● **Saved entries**
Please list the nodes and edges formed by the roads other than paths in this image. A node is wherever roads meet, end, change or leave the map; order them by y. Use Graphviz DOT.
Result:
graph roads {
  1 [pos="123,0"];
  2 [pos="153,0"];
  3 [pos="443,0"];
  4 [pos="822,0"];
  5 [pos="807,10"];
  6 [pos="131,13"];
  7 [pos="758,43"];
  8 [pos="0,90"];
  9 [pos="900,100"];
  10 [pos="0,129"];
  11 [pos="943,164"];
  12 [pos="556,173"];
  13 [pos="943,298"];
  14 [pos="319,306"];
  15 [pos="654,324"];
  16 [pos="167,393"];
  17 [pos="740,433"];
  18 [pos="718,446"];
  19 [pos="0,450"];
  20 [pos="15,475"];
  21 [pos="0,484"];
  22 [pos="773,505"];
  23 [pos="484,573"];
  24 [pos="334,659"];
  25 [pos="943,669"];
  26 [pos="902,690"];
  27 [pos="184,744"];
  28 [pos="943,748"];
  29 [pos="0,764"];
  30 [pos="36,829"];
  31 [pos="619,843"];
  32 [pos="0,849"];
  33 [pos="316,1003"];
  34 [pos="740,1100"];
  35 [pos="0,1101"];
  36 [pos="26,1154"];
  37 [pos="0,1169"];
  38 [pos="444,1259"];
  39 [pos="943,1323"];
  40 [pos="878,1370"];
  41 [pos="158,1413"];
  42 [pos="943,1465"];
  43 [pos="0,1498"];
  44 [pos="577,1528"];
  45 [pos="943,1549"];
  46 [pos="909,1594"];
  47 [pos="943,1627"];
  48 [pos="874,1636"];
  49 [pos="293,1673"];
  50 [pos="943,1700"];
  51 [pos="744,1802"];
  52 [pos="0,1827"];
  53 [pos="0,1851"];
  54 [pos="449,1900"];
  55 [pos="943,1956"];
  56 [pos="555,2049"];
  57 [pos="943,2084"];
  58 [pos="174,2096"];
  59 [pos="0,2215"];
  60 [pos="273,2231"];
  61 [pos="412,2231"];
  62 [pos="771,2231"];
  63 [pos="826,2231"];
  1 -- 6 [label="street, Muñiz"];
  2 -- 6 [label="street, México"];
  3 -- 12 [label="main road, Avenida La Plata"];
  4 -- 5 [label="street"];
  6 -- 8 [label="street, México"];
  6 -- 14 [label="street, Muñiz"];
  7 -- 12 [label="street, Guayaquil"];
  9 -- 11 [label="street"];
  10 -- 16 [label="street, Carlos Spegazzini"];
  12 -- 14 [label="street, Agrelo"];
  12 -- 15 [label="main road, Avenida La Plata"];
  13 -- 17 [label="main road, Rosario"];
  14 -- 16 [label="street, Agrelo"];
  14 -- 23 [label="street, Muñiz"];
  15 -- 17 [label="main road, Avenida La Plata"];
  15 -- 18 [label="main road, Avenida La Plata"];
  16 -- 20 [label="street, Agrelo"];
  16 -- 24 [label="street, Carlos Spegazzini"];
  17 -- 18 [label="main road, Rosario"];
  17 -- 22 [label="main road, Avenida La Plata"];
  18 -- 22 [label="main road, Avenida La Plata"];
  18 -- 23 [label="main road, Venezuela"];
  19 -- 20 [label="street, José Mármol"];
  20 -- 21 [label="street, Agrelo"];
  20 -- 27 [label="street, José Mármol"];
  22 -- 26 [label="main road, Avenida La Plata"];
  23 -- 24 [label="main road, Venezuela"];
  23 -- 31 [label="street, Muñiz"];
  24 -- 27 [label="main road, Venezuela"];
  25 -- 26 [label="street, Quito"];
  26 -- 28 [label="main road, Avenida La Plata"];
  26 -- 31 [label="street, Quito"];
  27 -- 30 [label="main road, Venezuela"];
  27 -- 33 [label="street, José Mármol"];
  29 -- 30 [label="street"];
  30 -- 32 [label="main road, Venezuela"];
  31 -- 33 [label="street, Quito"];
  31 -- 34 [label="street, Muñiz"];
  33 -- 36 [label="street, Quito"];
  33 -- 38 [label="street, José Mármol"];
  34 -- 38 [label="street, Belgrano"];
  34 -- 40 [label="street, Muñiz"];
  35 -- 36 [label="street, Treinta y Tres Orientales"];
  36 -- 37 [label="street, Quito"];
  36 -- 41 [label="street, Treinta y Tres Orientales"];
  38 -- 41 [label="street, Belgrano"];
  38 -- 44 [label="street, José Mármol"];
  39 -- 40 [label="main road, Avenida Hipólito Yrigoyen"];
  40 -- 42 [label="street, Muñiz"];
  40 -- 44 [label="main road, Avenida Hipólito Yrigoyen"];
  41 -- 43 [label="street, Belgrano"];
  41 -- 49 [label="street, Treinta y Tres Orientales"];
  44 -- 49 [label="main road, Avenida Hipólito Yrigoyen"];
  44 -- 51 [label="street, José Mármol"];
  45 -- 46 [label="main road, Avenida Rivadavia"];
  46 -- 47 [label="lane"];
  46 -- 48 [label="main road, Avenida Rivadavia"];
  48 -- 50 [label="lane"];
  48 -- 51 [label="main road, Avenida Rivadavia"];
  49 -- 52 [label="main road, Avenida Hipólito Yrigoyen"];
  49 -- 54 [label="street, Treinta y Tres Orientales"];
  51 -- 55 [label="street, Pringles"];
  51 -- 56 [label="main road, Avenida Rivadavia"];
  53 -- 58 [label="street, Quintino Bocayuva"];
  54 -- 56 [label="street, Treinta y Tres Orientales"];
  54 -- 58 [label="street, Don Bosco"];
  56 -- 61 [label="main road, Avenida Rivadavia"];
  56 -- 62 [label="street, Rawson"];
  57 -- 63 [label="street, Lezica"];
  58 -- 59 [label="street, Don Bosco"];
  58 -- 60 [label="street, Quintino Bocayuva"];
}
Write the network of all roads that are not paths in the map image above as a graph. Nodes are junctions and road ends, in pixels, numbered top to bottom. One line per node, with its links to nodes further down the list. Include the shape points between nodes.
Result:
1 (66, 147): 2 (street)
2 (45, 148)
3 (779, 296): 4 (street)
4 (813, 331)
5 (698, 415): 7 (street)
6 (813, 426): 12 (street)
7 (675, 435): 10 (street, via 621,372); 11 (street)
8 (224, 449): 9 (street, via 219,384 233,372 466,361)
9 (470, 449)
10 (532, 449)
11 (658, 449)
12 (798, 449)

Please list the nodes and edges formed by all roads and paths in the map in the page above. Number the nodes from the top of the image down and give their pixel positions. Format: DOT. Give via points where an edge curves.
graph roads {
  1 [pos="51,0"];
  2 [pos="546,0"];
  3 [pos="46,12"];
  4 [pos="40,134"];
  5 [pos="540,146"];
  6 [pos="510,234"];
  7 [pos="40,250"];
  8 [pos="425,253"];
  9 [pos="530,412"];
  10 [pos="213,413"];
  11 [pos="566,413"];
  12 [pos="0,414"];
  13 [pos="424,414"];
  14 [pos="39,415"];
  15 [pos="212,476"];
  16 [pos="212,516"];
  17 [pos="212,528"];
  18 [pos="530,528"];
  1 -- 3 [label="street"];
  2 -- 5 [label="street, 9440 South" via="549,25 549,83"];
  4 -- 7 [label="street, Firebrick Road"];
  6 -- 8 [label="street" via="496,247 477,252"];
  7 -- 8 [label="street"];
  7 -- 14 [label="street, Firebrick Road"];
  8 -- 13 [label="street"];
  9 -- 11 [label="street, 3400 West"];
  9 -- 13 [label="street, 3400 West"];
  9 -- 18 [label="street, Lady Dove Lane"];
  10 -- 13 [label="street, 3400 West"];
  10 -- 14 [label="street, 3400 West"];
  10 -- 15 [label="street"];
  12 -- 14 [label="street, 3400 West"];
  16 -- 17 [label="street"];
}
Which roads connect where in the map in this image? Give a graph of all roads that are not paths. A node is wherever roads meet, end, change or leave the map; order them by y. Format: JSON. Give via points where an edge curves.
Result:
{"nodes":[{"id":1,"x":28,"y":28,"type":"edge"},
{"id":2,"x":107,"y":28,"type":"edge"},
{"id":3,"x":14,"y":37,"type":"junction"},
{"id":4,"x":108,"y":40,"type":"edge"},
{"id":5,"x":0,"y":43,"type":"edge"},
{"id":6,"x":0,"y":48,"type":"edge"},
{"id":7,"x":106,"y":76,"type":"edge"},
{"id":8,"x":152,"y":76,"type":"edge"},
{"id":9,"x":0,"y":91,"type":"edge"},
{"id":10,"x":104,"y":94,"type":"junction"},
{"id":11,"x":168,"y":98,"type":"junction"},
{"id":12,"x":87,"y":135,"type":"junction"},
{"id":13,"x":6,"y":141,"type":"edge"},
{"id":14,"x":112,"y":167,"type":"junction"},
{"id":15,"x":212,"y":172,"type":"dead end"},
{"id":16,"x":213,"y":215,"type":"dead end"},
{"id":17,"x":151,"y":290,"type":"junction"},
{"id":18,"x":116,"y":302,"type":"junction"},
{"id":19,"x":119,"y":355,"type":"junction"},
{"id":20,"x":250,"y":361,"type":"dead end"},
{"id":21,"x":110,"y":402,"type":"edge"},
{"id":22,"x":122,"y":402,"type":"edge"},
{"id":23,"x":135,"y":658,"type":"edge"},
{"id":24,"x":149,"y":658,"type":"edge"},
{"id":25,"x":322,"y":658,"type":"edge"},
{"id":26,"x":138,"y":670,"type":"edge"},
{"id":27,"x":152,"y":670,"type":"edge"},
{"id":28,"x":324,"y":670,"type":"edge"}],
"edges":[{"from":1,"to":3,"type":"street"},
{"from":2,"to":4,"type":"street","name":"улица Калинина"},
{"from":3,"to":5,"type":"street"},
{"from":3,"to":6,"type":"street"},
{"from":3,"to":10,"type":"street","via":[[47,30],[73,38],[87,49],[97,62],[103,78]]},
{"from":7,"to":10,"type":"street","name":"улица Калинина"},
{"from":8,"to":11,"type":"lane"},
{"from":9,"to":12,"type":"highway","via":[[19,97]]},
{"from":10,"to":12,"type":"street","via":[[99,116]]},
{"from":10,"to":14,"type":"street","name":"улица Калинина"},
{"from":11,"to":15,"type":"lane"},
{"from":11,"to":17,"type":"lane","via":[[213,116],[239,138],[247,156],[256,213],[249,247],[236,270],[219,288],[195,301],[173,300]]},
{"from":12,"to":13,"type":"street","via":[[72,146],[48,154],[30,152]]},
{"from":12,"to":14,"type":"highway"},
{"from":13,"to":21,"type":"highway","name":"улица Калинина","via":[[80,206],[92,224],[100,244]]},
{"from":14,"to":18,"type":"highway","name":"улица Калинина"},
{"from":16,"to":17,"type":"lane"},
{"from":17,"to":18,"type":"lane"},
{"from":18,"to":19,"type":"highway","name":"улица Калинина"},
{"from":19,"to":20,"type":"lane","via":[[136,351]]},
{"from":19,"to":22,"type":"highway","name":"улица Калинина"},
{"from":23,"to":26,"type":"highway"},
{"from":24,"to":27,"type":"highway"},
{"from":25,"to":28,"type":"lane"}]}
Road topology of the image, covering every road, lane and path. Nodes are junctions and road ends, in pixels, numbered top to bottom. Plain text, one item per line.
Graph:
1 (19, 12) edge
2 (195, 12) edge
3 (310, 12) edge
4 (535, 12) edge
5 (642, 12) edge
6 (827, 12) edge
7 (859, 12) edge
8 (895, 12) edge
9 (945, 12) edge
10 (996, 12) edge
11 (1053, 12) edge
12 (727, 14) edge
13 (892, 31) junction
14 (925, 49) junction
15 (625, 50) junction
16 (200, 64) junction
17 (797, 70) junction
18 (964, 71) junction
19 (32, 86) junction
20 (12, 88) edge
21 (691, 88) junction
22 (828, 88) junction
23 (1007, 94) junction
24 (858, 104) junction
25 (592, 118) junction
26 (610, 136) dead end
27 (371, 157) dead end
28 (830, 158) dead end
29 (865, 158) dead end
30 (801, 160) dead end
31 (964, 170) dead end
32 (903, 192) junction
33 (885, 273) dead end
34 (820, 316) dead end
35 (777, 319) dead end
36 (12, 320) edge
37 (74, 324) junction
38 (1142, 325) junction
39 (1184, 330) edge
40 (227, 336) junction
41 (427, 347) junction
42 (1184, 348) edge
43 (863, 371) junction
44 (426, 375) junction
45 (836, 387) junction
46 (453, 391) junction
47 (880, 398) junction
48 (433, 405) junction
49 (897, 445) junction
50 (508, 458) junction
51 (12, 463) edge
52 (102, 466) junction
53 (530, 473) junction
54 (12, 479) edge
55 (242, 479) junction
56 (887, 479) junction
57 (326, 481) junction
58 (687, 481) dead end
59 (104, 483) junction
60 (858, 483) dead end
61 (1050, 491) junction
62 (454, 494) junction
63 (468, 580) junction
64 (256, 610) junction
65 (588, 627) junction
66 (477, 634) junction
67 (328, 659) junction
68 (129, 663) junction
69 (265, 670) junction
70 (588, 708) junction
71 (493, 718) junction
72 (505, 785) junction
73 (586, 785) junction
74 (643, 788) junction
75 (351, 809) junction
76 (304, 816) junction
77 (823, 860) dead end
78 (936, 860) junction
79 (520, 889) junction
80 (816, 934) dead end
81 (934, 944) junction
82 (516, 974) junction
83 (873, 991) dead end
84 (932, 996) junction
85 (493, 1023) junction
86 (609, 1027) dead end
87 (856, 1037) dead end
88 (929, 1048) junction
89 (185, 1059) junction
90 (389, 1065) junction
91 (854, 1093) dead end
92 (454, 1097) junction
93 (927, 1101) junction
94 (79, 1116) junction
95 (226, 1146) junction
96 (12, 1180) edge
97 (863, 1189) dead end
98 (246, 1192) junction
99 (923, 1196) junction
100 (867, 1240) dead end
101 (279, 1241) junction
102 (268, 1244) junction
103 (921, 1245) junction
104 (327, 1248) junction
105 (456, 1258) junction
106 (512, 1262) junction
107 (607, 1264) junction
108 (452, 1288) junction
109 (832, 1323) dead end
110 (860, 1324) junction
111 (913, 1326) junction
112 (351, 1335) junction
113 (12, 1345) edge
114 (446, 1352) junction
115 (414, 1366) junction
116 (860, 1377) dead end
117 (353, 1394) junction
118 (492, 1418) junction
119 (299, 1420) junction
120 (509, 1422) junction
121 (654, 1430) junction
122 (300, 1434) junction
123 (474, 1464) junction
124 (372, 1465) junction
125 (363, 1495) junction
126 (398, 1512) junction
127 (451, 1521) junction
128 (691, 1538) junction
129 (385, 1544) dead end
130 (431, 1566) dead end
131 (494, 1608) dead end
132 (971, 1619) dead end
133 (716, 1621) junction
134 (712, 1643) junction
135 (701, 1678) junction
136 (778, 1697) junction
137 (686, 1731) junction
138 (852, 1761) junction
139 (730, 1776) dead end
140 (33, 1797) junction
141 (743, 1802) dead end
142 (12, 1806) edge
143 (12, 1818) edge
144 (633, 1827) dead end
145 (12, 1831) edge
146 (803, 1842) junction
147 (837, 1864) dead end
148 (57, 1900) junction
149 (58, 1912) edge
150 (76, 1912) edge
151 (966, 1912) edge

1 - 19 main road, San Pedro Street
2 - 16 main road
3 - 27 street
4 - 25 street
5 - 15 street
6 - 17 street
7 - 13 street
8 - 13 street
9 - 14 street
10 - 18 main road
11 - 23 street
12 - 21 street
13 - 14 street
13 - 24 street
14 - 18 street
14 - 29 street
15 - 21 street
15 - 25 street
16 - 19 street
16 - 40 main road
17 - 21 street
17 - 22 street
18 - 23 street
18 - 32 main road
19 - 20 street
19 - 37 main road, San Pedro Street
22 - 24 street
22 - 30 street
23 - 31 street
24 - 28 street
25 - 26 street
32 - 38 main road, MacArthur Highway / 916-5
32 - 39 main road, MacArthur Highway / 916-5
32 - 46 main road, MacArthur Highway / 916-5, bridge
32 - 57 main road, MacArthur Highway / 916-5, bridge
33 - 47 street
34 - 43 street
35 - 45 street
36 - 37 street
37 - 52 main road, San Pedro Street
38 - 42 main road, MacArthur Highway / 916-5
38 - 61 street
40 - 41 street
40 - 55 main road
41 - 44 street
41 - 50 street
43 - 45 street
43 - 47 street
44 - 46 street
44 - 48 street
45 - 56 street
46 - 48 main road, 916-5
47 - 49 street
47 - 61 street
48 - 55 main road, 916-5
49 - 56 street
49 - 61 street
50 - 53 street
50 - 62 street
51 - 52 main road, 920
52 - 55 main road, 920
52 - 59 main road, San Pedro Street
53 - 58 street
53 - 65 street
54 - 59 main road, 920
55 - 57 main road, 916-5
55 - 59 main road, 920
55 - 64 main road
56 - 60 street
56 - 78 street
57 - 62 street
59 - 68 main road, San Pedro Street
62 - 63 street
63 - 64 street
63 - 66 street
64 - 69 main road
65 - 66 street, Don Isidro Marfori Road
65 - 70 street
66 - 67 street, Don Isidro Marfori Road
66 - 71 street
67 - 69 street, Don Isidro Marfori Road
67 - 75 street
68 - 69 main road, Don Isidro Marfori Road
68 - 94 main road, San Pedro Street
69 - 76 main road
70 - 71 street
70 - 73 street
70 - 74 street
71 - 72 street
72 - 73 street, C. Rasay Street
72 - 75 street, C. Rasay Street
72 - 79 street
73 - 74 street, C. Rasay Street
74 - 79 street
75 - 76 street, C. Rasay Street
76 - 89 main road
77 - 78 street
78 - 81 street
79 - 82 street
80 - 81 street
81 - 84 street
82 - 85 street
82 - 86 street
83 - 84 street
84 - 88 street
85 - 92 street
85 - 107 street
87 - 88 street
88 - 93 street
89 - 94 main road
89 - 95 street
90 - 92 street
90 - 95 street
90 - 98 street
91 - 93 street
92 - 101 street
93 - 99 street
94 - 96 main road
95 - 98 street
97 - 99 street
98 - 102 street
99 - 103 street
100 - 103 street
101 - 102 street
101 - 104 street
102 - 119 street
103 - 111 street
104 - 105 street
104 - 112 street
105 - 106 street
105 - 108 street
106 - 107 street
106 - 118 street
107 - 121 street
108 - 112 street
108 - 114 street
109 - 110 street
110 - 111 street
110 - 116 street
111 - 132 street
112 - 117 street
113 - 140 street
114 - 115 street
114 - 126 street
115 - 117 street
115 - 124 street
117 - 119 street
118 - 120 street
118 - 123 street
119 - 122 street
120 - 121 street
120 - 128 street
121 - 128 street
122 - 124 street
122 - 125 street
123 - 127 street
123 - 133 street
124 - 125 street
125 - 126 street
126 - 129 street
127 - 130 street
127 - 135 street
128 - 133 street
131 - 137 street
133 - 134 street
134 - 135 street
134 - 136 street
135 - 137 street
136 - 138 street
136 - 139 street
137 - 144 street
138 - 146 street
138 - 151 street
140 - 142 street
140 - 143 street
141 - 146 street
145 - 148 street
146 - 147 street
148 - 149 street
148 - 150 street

● **Task details**
In the records, locate each line holding the string "pixels" and copy it.

● **Answer area**
Write the network of all roads that are not paths in the map image above as a graph. Nodes are junctions and road ends, in pixels, numbered top to bottom. One line per node, with its links to nodes further down the list. Include the shape points between nodes.
Road topology of the image, covering every road, lane and path. Nodes are junctions and road ends, in pixels, numbered top to bottom. Plain text, one item per line.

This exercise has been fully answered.